Stored data entries:
☆ ☆ ☆

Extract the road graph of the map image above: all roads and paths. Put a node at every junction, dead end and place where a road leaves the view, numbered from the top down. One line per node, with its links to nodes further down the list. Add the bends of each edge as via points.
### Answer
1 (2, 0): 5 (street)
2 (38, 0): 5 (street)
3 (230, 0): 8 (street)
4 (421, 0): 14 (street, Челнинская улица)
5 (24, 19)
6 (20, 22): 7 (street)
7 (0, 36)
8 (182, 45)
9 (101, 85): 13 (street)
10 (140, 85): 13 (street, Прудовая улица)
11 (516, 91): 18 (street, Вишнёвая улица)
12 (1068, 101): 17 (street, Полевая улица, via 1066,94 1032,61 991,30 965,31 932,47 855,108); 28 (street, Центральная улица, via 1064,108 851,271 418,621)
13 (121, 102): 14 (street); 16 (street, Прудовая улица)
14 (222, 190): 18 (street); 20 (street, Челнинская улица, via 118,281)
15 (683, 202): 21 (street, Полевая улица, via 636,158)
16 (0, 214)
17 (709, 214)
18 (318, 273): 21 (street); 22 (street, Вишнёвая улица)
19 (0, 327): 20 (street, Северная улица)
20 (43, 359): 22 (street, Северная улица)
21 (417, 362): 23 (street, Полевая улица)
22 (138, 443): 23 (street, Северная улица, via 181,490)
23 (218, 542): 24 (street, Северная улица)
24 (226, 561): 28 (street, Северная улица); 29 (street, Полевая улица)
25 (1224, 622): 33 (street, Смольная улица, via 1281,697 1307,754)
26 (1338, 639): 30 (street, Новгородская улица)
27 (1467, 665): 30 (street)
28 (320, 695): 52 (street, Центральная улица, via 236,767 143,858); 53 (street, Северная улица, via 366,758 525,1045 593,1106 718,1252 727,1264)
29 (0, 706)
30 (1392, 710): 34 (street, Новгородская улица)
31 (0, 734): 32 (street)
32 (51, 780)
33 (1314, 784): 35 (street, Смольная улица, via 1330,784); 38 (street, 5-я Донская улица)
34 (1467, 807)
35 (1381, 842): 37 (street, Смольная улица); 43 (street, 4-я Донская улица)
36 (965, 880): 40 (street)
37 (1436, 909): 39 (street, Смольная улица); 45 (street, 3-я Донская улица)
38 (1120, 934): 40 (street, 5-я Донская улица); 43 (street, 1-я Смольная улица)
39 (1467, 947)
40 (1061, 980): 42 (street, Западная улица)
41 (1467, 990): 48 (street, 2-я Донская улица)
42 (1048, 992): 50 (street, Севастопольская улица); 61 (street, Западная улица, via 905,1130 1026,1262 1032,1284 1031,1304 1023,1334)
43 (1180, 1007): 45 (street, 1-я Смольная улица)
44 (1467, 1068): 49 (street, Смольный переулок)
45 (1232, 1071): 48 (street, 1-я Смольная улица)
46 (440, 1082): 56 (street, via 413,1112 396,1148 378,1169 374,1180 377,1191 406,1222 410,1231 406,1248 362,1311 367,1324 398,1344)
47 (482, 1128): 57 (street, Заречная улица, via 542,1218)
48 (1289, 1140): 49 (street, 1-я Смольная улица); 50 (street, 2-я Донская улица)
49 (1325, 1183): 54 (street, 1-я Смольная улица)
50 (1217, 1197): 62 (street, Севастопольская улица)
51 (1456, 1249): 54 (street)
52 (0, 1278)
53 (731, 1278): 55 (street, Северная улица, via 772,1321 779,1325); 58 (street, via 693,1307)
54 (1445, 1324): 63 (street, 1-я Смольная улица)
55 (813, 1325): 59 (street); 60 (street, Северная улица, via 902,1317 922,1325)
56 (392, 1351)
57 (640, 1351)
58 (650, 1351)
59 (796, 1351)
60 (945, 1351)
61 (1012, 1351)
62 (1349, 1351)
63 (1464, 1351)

☆ ☆ ☆

*AIM OF THE TASK*
Each line in the records above that contains the word "Новгородская" must be copied.

*RESPONSE AREA*
26 (1338, 639): 30 (street, Новгородская улица)
30 (1392, 710): 34 (street, Новгородская улица)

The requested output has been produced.